Once every line in the data that follows has been checked for the word "Nacional", give only the number of lines that hold it.
□ □ □ □ □
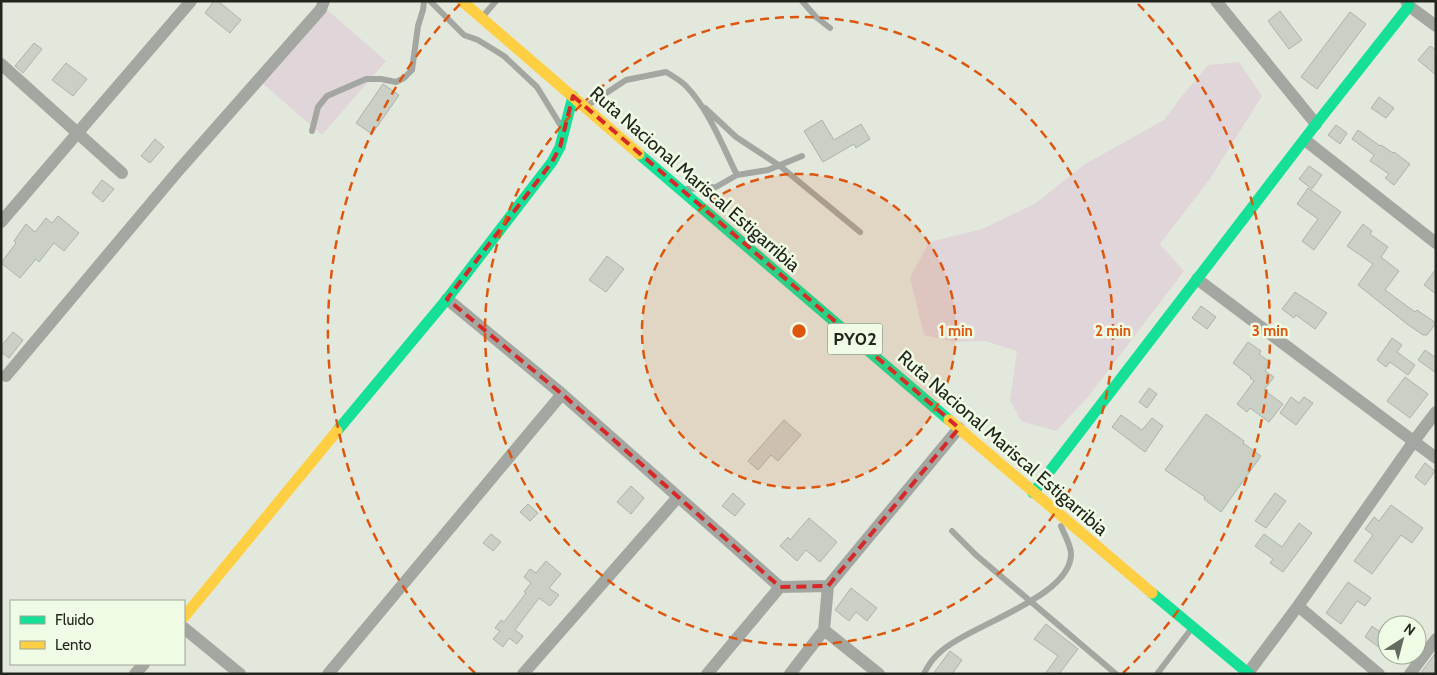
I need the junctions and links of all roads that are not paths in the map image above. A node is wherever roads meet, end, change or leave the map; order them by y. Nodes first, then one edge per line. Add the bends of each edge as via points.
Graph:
1 (191, 1) edge
2 (324, 1) edge
3 (424, 1) edge
4 (430, 1) edge
5 (462, 1) edge
6 (496, 1) edge
7 (802, 1) edge
8 (1216, 1) edge
9 (1407, 4) edge
10 (482, 18) junction
11 (1436, 26) edge
12 (830, 28) dead end
13 (1, 64) edge
14 (573, 96) junction
15 (699, 102) junction
16 (585, 107) junction
17 (1316, 124) junction
18 (564, 130) junction
19 (312, 131) dead end
20 (78, 134) junction
21 (1305, 140) junction
22 (802, 156) dead end
23 (780, 166) junction
24 (122, 173) dead end
25 (737, 175) junction
26 (681, 189) junction
27 (1, 222) edge
28 (860, 232) dead end
29 (1436, 243) edge
30 (1197, 279) junction
31 (447, 299) junction
32 (6, 376) dead end
33 (562, 394) junction
34 (1436, 412) edge
35 (959, 428) junction
36 (1414, 440) junction
37 (1436, 458) edge
38 (1034, 494) junction
39 (678, 497) junction
40 (1057, 514) junction
41 (952, 531) dead end
42 (828, 586) junction
43 (780, 587) junction
44 (1030, 601) junction
45 (1298, 606) junction
46 (185, 616) edge
47 (1193, 627) junction
48 (185, 629) edge
49 (824, 630) junction
50 (1436, 639) edge
51 (240, 674) edge
52 (328, 674) edge
53 (523, 674) edge
54 (707, 674) edge
55 (790, 674) edge
56 (879, 674) edge
57 (924, 674) edge
58 (1116, 674) edge
59 (1157, 674) edge
60 (1249, 674) edge
61 (1379, 674) edge
62 (1410, 674) edge

1 - 20 street
2 - 32 street via 321,9
3 - 19 lane via 412,70 396,82 366,79 327,96 318,106
4 - 18 lane via 464,35 504,56 537,87
5 - 10 street, Ruta Nacional Mariscal Estigarribia / PY02
6 - 10 lane
7 - 12 lane
8 - 17 street
9 - 11 street
9 - 17 street
10 - 14 street, Ruta Nacional Mariscal Estigarribia / PY02
13 - 20 street
14 - 16 street, Ruta Nacional Mariscal Estigarribia / PY02
14 - 18 street
15 - 16 lane via 684,84 666,72 626,80
15 - 23 lane via 736,137
15 - 25 lane
16 - 26 street, Ruta Nacional Mariscal Estigarribia / PY02
17 - 21 street
18 - 31 street via 552,162
20 - 24 street
20 - 27 street
21 - 29 street
21 - 30 street
22 - 23 lane
23 - 25 lane
23 - 28 lane
25 - 26 lane via 716,187
26 - 35 street, Ruta Nacional Mariscal Estigarribia / PY02
30 - 36 street
30 - 38 street
31 - 33 street
31 - 46 street
33 - 39 street
33 - 52 street
34 - 36 street
35 - 38 street, Ruta Nacional Mariscal Estigarribia / PY02
35 - 42 street
36 - 37 street
36 - 45 street
38 - 40 street, Ruta Nacional Mariscal Estigarribia / PY02
39 - 43 street
39 - 53 street
40 - 44 lane via 1071,552 1070,564 1051,587
40 - 47 street, Ruta Nacional Mariscal Estigarribia / PY02
41 - 44 lane
42 - 43 street
42 - 49 street
43 - 54 street
44 - 57 lane via 952,644 938,654
44 - 58 lane
45 - 60 street
45 - 61 street
47 - 59 lane
47 - 60 street, Ruta Nacional Mariscal Estigarribia / PY02
48 - 51 street
49 - 55 street
49 - 56 street
50 - 62 street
□ □ □ □ □
• [The completed task] 9